## WHAT YOU ARE ASKED TO DO
List all lines of the data that include the string "dead".

## THE RECORDS
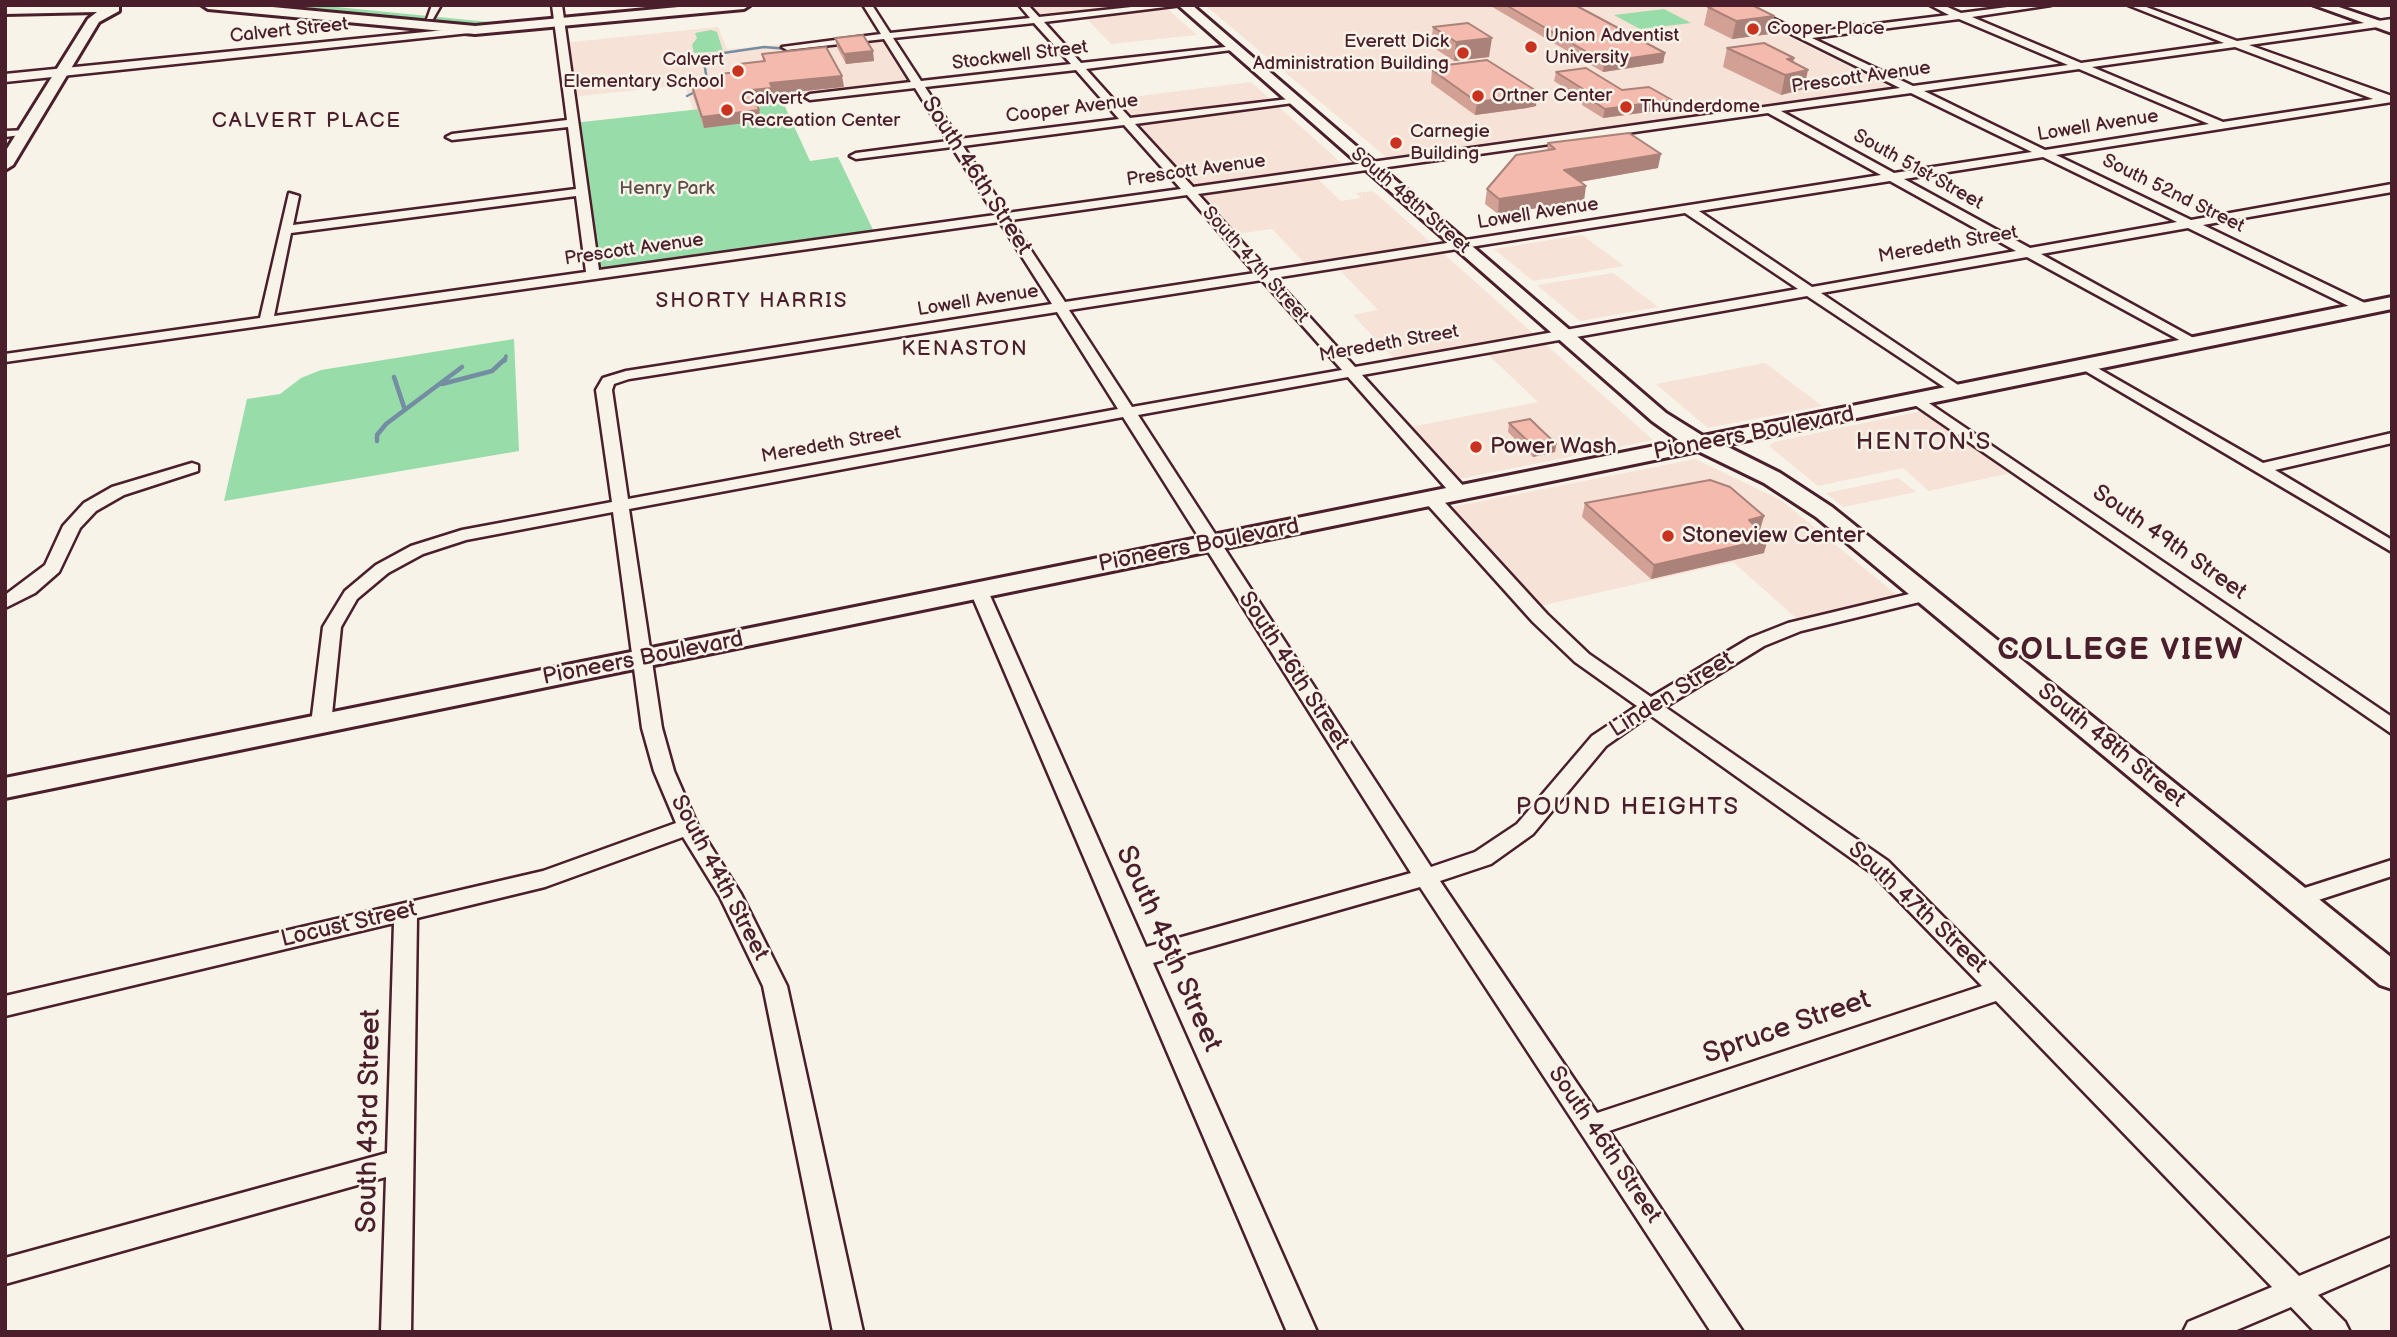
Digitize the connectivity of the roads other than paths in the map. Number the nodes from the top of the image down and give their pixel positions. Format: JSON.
{"nodes":[{"id":1,"x":208,"y":5,"type":"edge"},
{"id":2,"x":316,"y":5,"type":"edge"},
{"id":3,"x":557,"y":5,"type":"edge"},
{"id":4,"x":744,"y":5,"type":"edge"},
{"id":5,"x":867,"y":5,"type":"edge"},
{"id":6,"x":1023,"y":5,"type":"edge"},
{"id":7,"x":1178,"y":5,"type":"edge"},
{"id":8,"x":1184,"y":5,"type":"edge"},
{"id":9,"x":1737,"y":5,"type":"edge"},
{"id":10,"x":1934,"y":5,"type":"edge"},
{"id":11,"x":2047,"y":5,"type":"edge"},
{"id":12,"x":2132,"y":5,"type":"edge"},
{"id":13,"x":2320,"y":5,"type":"edge"},
{"id":14,"x":121,"y":7,"type":"edge"},
{"id":15,"x":5,"y":10,"type":"edge"},
{"id":16,"x":86,"y":10,"type":"edge"},
{"id":17,"x":434,"y":11,"type":"edge"},
{"id":18,"x":1961,"y":16,"type":"junction"},
{"id":19,"x":1036,"y":20,"type":"junction"},
{"id":20,"x":559,"y":24,"type":"junction"},
{"id":21,"x":2388,"y":25,"type":"edge"},
{"id":22,"x":530,"y":26,"type":"junction"},
{"id":23,"x":475,"y":30,"type":"junction"},
{"id":24,"x":887,"y":36,"type":"junction"},
{"id":25,"x":1801,"y":36,"type":"junction"},
{"id":26,"x":2239,"y":45,"type":"junction"},
{"id":27,"x":787,"y":47,"type":"dead end"},
{"id":28,"x":1234,"y":49,"type":"junction"},
{"id":29,"x":1078,"y":67,"type":"junction"},
{"id":30,"x":2081,"y":67,"type":"junction"},
{"id":31,"x":63,"y":72,"type":"junction"},
{"id":32,"x":5,"y":78,"type":"edge"},
{"id":33,"x":918,"y":85,"type":"junction"},
{"id":34,"x":1913,"y":90,"type":"junction"},
{"id":35,"x":810,"y":97,"type":"dead end"},
{"id":36,"x":1293,"y":100,"type":"junction"},
{"id":37,"x":2390,"y":100,"type":"edge"},
{"id":38,"x":1771,"y":110,"type":"junction"},
{"id":39,"x":1126,"y":121,"type":"junction"},
{"id":40,"x":573,"y":123,"type":"junction"},
{"id":41,"x":2223,"y":126,"type":"junction"},
{"id":42,"x":25,"y":132,"type":"junction"},
{"id":43,"x":5,"y":134,"type":"edge"},
{"id":44,"x":452,"y":137,"type":"dead end"},
{"id":45,"x":955,"y":143,"type":"junction"},
{"id":46,"x":2045,"y":153,"type":"junction"},
{"id":47,"x":856,"y":156,"type":"dead end"},
{"id":48,"x":5,"y":165,"type":"edge"},
{"id":49,"x":1370,"y":166,"type":"junction"},
{"id":50,"x":1892,"y":177,"type":"junction"},
{"id":51,"x":2392,"y":188,"type":"edge"},
{"id":52,"x":583,"y":192,"type":"junction"},
{"id":53,"x":1189,"y":192,"type":"junction"},
{"id":54,"x":293,"y":196,"type":"dead end"},
{"id":55,"x":1689,"y":210,"type":"junction"},
{"id":56,"x":1003,"y":218,"type":"junction"},
{"id":57,"x":2190,"y":224,"type":"junction"},
{"id":58,"x":286,"y":230,"type":"junction"},
{"id":59,"x":1461,"y":246,"type":"junction"},
{"id":60,"x":2028,"y":252,"type":"junction"},
{"id":61,"x":593,"y":275,"type":"junction"},
{"id":62,"x":1265,"y":276,"type":"junction"},
{"id":63,"x":1810,"y":291,"type":"junction"},
{"id":64,"x":2392,"y":303,"type":"edge"},
{"id":65,"x":1061,"y":308,"type":"junction"},
{"id":66,"x":2366,"y":309,"type":"junction"},
{"id":67,"x":266,"y":321,"type":"junction"},
{"id":68,"x":1564,"y":334,"type":"junction"},
{"id":69,"x":2194,"y":344,"type":"junction"},
{"id":70,"x":5,"y":358,"type":"edge"},
{"id":71,"x":2087,"y":366,"type":"junction"},
{"id":72,"x":1351,"y":372,"type":"junction"},
{"id":73,"x":608,"y":381,"type":"joint"},
{"id":74,"x":1959,"y":392,"type":"junction"},
{"id":75,"x":1637,"y":396,"type":"joint"},
{"id":76,"x":1917,"y":400,"type":"junction"},
{"id":77,"x":1128,"y":412,"type":"junction"},
{"id":78,"x":1742,"y":436,"type":"junction"},
{"id":79,"x":2392,"y":438,"type":"edge"},
{"id":80,"x":1713,"y":446,"type":"junction"},
{"id":81,"x":192,"y":468,"type":"dead end"},
{"id":82,"x":2260,"y":469,"type":"junction"},
{"id":83,"x":1460,"y":493,"type":"junction"},
{"id":84,"x":1432,"y":499,"type":"junction"},
{"id":85,"x":1806,"y":499,"type":"junction"},
{"id":86,"x":622,"y":505,"type":"junction"},
{"id":87,"x":1212,"y":544,"type":"junction"},
{"id":88,"x":2392,"y":547,"type":"edge"},
{"id":89,"x":979,"y":591,"type":"junction"},
{"id":90,"x":1926,"y":595,"type":"junction"},
{"id":91,"x":5,"y":603,"type":"edge"},
{"id":92,"x":641,"y":659,"type":"junction"},
{"id":93,"x":1651,"y":705,"type":"junction"},
{"id":94,"x":321,"y":724,"type":"junction"},
{"id":95,"x":2392,"y":727,"type":"edge"},
{"id":96,"x":5,"y":788,"type":"edge"},
{"id":97,"x":688,"y":827,"type":"junction"},
{"id":98,"x":2392,"y":867,"type":"edge"},
{"id":99,"x":1425,"y":876,"type":"junction"},
{"id":100,"x":2297,"y":899,"type":"junction"},
{"id":101,"x":406,"y":911,"type":"junction"},
{"id":102,"x":1139,"y":958,"type":"junction"},
{"id":103,"x":2392,"y":976,"type":"edge"},
{"id":104,"x":2002,"y":989,"type":"junction"},
{"id":105,"x":5,"y":1006,"type":"edge"},
{"id":106,"x":1592,"y":1126,"type":"junction"},
{"id":107,"x":402,"y":1161,"type":"junction"},
{"id":108,"x":2392,"y":1250,"type":"edge"},
{"id":109,"x":5,"y":1271,"type":"edge"},
{"id":110,"x":2295,"y":1290,"type":"junction"},
{"id":111,"x":396,"y":1332,"type":"edge"},
{"id":112,"x":848,"y":1332,"type":"edge"},
{"id":113,"x":1302,"y":1332,"type":"edge"},
{"id":114,"x":1728,"y":1332,"type":"edge"},
{"id":115,"x":2198,"y":1332,"type":"edge"},
{"id":116,"x":2334,"y":1332,"type":"edge"}],
"edges":[{"from":1,"to":23,"type":"main road"},
{"from":2,"to":17,"type":"main road"},
{"from":3,"to":20,"type":"street"},
{"from":4,"to":20,"type":"main road","name":"Calvert Street"},
{"from":5,"to":24,"type":"street","name":"South 46th Street"},
{"from":6,"to":19,"type":"street","name":"South 47th Street"},
{"from":7,"to":19,"type":"street"},
{"from":8,"to":28,"type":"main road","name":"South 48th Street"},
{"from":9,"to":25,"type":"street","name":"South 52nd Street"},
{"from":10,"to":18,"type":"street"},
{"from":11,"to":18,"type":"street"},
{"from":12,"to":26,"type":"street"},
{"from":13,"to":21,"type":"main road"},
{"from":14,"to":16,"type":"main road"},
{"from":15,"to":16,"type":"main road"},
{"from":16,"to":31,"type":"main road"},
{"from":17,"to":22,"type":"main road"},
{"from":18,"to":25,"type":"street"},
{"from":18,"to":30,"type":"street"},
{"from":19,"to":24,"type":"street"},
{"from":19,"to":29,"type":"street","name":"South 47th Street"},
{"from":20,"to":22,"type":"main road","name":"Calvert Street"},
{"from":20,"to":40,"type":"street"},
{"from":21,"to":26,"type":"street","name":"Prescott Avenue"},
{"from":22,"to":23,"type":"main road","name":"Calvert Street"},
{"from":23,"to":31,"type":"street","name":"Calvert Street"},
{"from":24,"to":27,"type":"street"},
{"from":24,"to":33,"type":"street","name":"South 46th Street"},
{"from":25,"to":34,"type":"street","name":"South 52nd Street"},
{"from":26,"to":30,"type":"street","name":"Prescott Avenue"},
{"from":26,"to":37,"type":"street"},
{"from":28,"to":29,"type":"street","name":"Stockwell Street"},
{"from":28,"to":36,"type":"main road","name":"South 48th Street"},
{"from":29,"to":33,"type":"street","name":"Stockwell Street"},
{"from":29,"to":39,"type":"street","name":"South 47th Street"},
{"from":30,"to":34,"type":"street","name":"Prescott Avenue"},
{"from":30,"to":41,"type":"street"},
{"from":31,"to":32,"type":"street","name":"Calvert Street"},
{"from":31,"to":42,"type":"main road"},
{"from":33,"to":35,"type":"street","name":"Stockwell Street"},
{"from":33,"to":45,"type":"street","name":"South 46th Street"},
{"from":34,"to":38,"type":"street","name":"Prescott Avenue"},
{"from":34,"to":46,"type":"street","name":"South 52nd Street"},
{"from":36,"to":39,"type":"street","name":"Cooper Avenue"},
{"from":36,"to":49,"type":"main road","name":"South 48th Street"},
{"from":37,"to":41,"type":"street","name":"Lowell Avenue"},
{"from":38,"to":49,"type":"street","name":"Prescott Avenue"},
{"from":38,"to":50,"type":"street","name":"South 51st Street"},
{"from":39,"to":45,"type":"street","name":"Cooper Avenue"},
{"from":39,"to":53,"type":"street","name":"South 47th Street"},
{"from":40,"to":44,"type":"street"},
{"from":40,"to":52,"type":"street"},
{"from":41,"to":46,"type":"street","name":"Lowell Avenue"},
{"from":42,"to":43,"type":"street"},
{"from":42,"to":48,"type":"main road"},
{"from":45,"to":47,"type":"street","name":"Cooper Avenue"},
{"from":45,"to":56,"type":"street","name":"South 46th Street"},
{"from":46,"to":50,"type":"street","name":"Lowell Avenue"},
{"from":46,"to":57,"type":"street","name":"South 52nd Street"},
{"from":49,"to":53,"type":"street","name":"Prescott Avenue"},
{"from":49,"to":59,"type":"main road","name":"South 48th Street"},
{"from":50,"to":55,"type":"street","name":"Lowell Avenue"},
{"from":50,"to":60,"type":"street","name":"South 51st Street"},
{"from":51,"to":57,"type":"street","name":"Meredeth Street"},
{"from":52,"to":58,"type":"street"},
{"from":52,"to":61,"type":"street"},
{"from":53,"to":56,"type":"street","name":"Prescott Avenue"},
{"from":53,"to":62,"type":"street","name":"South 47th Street"},
{"from":54,"to":58,"type":"street"},
{"from":55,"to":59,"type":"street","name":"Lowell Avenue"},
{"from":55,"to":63,"type":"street"},
{"from":56,"to":61,"type":"street","name":"Prescott Avenue"},
{"from":56,"to":65,"type":"street","name":"South 46th Street"},
{"from":57,"to":60,"type":"street","name":"Meredeth Street"},
{"from":57,"to":66,"type":"street","name":"South 52nd Street"},
{"from":58,"to":67,"type":"street"},
{"from":59,"to":62,"type":"street","name":"Lowell Avenue"},
{"from":59,"to":68,"type":"main road","name":"South 48th Street"},
{"from":60,"to":63,"type":"street","name":"Meredeth Street"},
{"from":60,"to":69,"type":"street","name":"South 51st Street"},
{"from":61,"to":67,"type":"street","name":"Prescott Avenue"},
{"from":62,"to":65,"type":"street","name":"Lowell Avenue"},
{"from":62,"to":72,"type":"street","name":"South 47th Street"},
{"from":63,"to":68,"type":"street","name":"Meredeth Street"},
{"from":63,"to":74,"type":"street"},
{"from":64,"to":66,"type":"main road","name":"Pioneers Boulevard"},
{"from":65,"to":73,"type":"street","name":"Lowell Avenue"},
{"from":65,"to":77,"type":"street","name":"South 46th Street"},
{"from":66,"to":69,"type":"main road","name":"Pioneers Boulevard"},
{"from":67,"to":70,"type":"street","name":"Prescott Avenue"},
{"from":68,"to":72,"type":"street","name":"Meredeth Street"},
{"from":68,"to":75,"type":"main road","name":"South 48th Street"},
{"from":69,"to":71,"type":"main road","name":"Pioneers Boulevard"},
{"from":71,"to":74,"type":"main road","name":"Pioneers Boulevard"},
{"from":71,"to":82,"type":"street"},
{"from":72,"to":77,"type":"street","name":"Meredeth Street"},
{"from":72,"to":83,"type":"street","name":"South 47th Street"},
{"from":73,"to":86,"type":"street","name":"South 44th Street"},
{"from":74,"to":76,"type":"main road","name":"Pioneers Boulevard"},
{"from":75,"to":80,"type":"main road","name":"South 48th Street"},
{"from":76,"to":78,"type":"main road","name":"Pioneers Boulevard"},
{"from":76,"to":95,"type":"street","name":"South 49th Street"},
{"from":77,"to":86,"type":"street","name":"Meredeth Street"},
{"from":77,"to":87,"type":"street","name":"South 46th Street"},
{"from":78,"to":80,"type":"main road","name":"Pioneers Boulevard"},
{"from":78,"to":85,"type":"main road"},
{"from":79,"to":82,"type":"street"},
{"from":80,"to":83,"type":"main road","name":"Pioneers Boulevard"},
{"from":80,"to":85,"type":"main road","name":"South 48th Street"},
{"from":81,"to":91,"type":"street"},
{"from":82,"to":88,"type":"street"},
{"from":83,"to":84,"type":"main road","name":"Pioneers Boulevard"},
{"from":84,"to":87,"type":"main road","name":"Pioneers Boulevard"},
{"from":84,"to":93,"type":"street","name":"South 47th Street"},
{"from":85,"to":90,"type":"main road","name":"South 48th Street"},
{"from":86,"to":92,"type":"street","name":"South 44th Street"},
{"from":86,"to":94,"type":"street","name":"Meredeth Street"},
{"from":87,"to":89,"type":"main road","name":"Pioneers Boulevard"},
{"from":87,"to":99,"type":"street","name":"South 46th Street"},
{"from":89,"to":92,"type":"main road","name":"Pioneers Boulevard"},
{"from":89,"to":102,"type":"street","name":"South 45th Street"},
{"from":90,"to":93,"type":"street","name":"Linden Street"},
{"from":90,"to":100,"type":"main road","name":"South 48th Street"},
{"from":92,"to":94,"type":"main road","name":"Pioneers Boulevard"},
{"from":92,"to":97,"type":"street","name":"South 44th Street"},
{"from":93,"to":99,"type":"street","name":"Linden Street"},
{"from":93,"to":104,"type":"street","name":"South 47th Street"},
{"from":94,"to":96,"type":"main road","name":"Pioneers Boulevard"},
{"from":97,"to":101,"type":"street","name":"Locust Street"},
{"from":97,"to":112,"type":"street","name":"South 44th Street"},
{"from":98,"to":100,"type":"street"},
{"from":99,"to":102,"type":"street","name":"Linden Street"},
{"from":99,"to":106,"type":"street","name":"South 46th Street"},
{"from":100,"to":103,"type":"main road","name":"South 48th Street"},
{"from":101,"to":105,"type":"street","name":"Locust Street"},
{"from":101,"to":107,"type":"street","name":"South 43rd Street"},
{"from":102,"to":113,"type":"street","name":"South 45th Street"},
{"from":104,"to":106,"type":"street","name":"Spruce Street"},
{"from":104,"to":110,"type":"street","name":"South 47th Street"},
{"from":106,"to":114,"type":"street","name":"South 46th Street"},
{"from":107,"to":109,"type":"street"},
{"from":107,"to":111,"type":"street","name":"South 43rd Street"},
{"from":108,"to":110,"type":"street"},
{"from":110,"to":115,"type":"street"},
{"from":110,"to":116,"type":"street","name":"South 47th Street"}]}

## TASK SOLUTION
{"id":27,"x":787,"y":47,"type":"dead end"},
{"id":35,"x":810,"y":97,"type":"dead end"},
{"id":44,"x":452,"y":137,"type":"dead end"},
{"id":47,"x":856,"y":156,"type":"dead end"},
{"id":54,"x":293,"y":196,"type":"dead end"},
{"id":81,"x":192,"y":468,"type":"dead end"},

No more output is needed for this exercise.